Os membros da guilda ficaram visivelmente atônitos com a declaração de Baan. Rydia foi a primeira a reagir, levantando-se abruptamente de sua cadeira.
— Que história é essa, Baan? — Ela perguntou, o tom incisivo. — Você sabe que não pode vencê-la em um confronto direto!
Baan voltou seu olhar confiante para Rydia, sua expressão carregada de responsabilidade.
— Eu sei. Nem se todos nós nos uníssemos contra Areta, ainda assim perderíamos. — Ele respirou fundo, a voz carregada de determinação. — Mas não vou arriscar a vida de nenhum de vocês. Eu sou o líder da guilda, e é minha responsabilidade investigá-la. Se precisar de um confronto, não se preocupe. — Ele sorriu levemente. — Não sou burro. Vou apenas fugir.
Ele estendeu a mão para Leonora, que hesitou por um momento antes de apertá-la firmemente.
— Temos um acordo!
— Ótimo! Agora vão dormir. Amanhã será o dia D.
Enquanto todos saíam da sala, ainda processando os eventos da noite, Rydia se aproximou de Baan, a preocupação estampada em seu rosto.
— Ei, Baan, o que você fez foi uma loucura... — murmurou ela.
Baan deu uma risada curta, a mão pousando em suas costas em um gesto amigável.
— Você sabe que eu sou meio louco mesmo, não sabe? — Ele deu um tapinha leve em suas costas antes de continuar, agora com um tom mais sério. — Preciso que você crie uma distração para tirar Areta de sua sala enquanto procuro uma forma de acessar o laboratório escondido dela.
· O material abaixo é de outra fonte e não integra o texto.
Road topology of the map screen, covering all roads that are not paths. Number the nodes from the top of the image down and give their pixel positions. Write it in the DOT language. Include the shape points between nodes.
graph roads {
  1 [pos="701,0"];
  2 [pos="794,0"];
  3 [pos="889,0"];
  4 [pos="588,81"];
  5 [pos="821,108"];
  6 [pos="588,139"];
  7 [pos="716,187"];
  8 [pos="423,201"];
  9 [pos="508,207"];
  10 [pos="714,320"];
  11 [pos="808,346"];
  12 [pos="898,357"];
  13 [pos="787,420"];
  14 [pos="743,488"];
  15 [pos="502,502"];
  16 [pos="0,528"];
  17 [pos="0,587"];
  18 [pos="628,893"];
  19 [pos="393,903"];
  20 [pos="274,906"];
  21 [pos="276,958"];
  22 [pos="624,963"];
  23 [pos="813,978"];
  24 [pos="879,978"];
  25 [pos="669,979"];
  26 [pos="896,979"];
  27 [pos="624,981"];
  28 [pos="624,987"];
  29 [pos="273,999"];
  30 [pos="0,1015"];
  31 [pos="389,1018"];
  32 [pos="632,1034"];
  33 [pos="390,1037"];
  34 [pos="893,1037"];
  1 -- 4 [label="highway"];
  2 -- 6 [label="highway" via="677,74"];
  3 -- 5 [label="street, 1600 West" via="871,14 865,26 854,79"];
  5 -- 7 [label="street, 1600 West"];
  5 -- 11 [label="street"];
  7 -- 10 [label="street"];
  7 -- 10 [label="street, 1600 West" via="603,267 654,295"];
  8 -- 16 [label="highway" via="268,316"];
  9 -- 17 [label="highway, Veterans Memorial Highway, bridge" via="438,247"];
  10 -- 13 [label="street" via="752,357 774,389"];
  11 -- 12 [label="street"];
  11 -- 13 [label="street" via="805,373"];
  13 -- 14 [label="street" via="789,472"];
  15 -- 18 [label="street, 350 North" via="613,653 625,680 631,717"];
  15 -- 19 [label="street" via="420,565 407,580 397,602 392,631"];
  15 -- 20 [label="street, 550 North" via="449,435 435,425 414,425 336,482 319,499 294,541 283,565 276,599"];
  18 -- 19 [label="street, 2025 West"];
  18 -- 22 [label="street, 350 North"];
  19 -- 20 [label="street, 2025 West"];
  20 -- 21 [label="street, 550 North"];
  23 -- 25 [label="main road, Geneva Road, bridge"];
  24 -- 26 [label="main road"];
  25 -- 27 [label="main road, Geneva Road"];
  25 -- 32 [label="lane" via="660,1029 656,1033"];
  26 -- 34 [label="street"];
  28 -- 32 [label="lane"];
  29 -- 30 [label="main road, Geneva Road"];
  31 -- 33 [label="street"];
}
— O quê? — Rydia arregalou os olhos, claramente alarmada. — Como vou fazer isso? — perguntou, incrédula.
Baan lançou-lhe um sorriso malicioso, o mesmo que sempre usava quando tramava algo audacioso.
— Te vira! — respondeu ele, zombando. — O que foi? Quer que eu resolva tudo sozinho?
Rydia bufou, mas não pôde deixar de sentir uma pontada de irritação e admiração. Ele era teimoso, mas, de alguma forma, sempre encontrava um jeito. Enquanto os outros se retiravam para descansar, Rydia permaneceu pensativa, sua mente já começando a elaborar um plano para distrair Areta. Amanhã seria, de fato, o dia D.